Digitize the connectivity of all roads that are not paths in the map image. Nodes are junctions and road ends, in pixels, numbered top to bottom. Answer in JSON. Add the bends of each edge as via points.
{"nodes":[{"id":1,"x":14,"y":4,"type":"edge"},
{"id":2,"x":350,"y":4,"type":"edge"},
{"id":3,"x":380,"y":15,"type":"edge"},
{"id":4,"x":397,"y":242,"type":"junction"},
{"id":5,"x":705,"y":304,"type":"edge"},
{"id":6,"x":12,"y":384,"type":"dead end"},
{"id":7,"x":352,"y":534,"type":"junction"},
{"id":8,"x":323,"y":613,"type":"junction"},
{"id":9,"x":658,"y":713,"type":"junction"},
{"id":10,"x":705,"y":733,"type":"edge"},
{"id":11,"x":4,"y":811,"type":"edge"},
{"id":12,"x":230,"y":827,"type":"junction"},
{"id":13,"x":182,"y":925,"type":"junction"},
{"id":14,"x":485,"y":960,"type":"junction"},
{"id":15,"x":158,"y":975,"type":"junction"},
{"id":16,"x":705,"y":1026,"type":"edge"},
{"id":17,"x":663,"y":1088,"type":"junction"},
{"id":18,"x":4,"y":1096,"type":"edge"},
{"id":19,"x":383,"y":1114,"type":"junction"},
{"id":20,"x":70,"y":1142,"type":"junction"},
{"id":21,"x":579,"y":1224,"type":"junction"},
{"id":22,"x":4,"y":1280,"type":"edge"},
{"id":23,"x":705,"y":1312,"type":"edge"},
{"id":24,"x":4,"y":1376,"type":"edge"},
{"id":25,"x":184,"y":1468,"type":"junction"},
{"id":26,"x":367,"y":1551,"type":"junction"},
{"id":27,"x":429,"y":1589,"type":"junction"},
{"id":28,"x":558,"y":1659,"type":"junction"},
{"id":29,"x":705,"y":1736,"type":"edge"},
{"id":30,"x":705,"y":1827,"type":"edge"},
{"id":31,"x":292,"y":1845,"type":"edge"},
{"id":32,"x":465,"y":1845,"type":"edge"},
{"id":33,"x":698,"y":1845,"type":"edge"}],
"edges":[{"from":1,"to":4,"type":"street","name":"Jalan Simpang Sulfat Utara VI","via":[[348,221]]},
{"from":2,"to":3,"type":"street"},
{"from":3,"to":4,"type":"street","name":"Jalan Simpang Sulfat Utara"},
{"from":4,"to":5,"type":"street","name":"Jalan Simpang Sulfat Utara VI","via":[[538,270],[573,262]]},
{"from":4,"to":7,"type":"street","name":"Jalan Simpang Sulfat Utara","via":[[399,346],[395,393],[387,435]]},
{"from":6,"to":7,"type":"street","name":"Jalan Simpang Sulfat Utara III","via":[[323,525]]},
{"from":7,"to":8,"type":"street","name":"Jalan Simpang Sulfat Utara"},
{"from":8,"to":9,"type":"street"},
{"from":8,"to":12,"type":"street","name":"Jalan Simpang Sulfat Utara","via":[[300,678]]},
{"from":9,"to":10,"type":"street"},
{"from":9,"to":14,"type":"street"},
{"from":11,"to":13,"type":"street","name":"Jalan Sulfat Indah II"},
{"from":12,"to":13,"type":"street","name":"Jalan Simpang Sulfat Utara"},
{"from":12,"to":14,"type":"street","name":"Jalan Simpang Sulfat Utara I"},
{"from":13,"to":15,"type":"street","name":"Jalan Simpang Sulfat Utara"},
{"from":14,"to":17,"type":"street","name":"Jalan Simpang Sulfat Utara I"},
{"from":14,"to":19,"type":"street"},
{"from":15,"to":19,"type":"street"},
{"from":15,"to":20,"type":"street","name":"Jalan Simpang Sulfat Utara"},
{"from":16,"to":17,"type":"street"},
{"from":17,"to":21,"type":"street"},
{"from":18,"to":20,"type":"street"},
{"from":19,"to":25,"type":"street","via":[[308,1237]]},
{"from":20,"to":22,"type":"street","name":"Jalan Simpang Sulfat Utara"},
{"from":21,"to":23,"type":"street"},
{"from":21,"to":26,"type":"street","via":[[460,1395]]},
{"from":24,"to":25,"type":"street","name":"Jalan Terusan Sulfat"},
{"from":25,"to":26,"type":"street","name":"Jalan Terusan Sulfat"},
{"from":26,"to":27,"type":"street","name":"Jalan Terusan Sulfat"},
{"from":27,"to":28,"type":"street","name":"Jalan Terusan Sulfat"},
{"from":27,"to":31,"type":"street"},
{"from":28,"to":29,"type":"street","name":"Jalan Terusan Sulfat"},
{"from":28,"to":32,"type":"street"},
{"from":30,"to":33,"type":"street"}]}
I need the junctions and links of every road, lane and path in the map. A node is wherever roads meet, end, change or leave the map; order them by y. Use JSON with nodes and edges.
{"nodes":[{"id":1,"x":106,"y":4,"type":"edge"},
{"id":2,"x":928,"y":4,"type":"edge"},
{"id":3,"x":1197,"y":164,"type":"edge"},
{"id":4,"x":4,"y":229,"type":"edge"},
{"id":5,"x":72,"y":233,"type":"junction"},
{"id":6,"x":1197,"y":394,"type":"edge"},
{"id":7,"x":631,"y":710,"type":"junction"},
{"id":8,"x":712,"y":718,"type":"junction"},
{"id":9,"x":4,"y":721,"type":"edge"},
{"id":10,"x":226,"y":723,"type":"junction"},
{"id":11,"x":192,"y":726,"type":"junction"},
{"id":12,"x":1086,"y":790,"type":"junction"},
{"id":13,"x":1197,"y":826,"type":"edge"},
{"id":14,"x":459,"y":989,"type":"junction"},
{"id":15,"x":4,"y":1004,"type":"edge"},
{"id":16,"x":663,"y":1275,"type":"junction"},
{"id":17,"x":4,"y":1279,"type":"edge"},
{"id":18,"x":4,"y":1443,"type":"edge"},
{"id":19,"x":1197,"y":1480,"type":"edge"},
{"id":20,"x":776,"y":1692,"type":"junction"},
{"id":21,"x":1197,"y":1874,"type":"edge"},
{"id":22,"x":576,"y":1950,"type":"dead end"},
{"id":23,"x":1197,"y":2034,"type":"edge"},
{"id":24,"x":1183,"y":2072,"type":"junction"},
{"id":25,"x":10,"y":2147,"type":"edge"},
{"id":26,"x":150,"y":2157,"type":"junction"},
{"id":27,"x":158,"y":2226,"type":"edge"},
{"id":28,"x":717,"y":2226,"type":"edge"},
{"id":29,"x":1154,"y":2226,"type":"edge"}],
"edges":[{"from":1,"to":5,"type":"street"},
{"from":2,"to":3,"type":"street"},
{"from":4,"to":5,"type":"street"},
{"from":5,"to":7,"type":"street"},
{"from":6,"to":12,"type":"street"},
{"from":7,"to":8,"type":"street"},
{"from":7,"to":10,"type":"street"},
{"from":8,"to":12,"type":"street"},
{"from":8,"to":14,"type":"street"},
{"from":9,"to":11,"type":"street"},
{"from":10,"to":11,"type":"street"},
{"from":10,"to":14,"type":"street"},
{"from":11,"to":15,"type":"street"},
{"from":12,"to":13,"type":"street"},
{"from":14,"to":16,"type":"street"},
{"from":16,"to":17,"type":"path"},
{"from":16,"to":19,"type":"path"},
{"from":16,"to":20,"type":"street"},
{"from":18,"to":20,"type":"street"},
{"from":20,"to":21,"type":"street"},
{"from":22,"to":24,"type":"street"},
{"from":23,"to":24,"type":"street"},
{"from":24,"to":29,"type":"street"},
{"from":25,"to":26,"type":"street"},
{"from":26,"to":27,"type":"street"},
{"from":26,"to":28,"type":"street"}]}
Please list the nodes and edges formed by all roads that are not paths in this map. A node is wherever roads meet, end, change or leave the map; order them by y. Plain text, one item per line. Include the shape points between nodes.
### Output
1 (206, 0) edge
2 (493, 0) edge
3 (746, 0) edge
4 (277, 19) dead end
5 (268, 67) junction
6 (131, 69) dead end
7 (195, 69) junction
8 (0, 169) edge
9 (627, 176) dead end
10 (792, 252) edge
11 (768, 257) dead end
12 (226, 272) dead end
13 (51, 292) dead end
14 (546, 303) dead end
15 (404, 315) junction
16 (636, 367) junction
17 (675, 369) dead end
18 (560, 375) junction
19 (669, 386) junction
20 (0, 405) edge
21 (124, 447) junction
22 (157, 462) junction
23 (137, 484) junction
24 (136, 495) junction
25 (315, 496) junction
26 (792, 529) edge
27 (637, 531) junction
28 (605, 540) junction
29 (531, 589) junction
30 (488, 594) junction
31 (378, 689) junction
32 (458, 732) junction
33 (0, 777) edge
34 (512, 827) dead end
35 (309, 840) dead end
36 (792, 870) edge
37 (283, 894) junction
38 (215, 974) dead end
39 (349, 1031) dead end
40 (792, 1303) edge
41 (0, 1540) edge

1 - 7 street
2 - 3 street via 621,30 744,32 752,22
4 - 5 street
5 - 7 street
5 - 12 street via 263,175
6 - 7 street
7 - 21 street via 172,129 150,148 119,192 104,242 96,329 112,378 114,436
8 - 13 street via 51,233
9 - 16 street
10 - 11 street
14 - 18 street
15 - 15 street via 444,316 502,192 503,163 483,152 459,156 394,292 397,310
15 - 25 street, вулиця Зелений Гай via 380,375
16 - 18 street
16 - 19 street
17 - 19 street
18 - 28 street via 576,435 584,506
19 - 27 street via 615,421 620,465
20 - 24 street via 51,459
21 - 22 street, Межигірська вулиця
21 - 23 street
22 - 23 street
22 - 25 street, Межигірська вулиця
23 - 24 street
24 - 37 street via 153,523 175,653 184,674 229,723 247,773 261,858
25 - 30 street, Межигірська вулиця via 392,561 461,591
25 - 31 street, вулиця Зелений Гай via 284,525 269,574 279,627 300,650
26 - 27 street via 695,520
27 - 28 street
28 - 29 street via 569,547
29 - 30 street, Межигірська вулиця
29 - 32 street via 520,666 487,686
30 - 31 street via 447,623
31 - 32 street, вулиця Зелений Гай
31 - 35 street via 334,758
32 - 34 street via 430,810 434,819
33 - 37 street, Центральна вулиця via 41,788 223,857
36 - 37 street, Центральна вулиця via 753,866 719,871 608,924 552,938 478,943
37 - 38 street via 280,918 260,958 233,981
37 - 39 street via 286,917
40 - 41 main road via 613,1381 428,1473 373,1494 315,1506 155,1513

|---|

Scan the lines above for "meet" and state how many match, nothing more.

Result:
2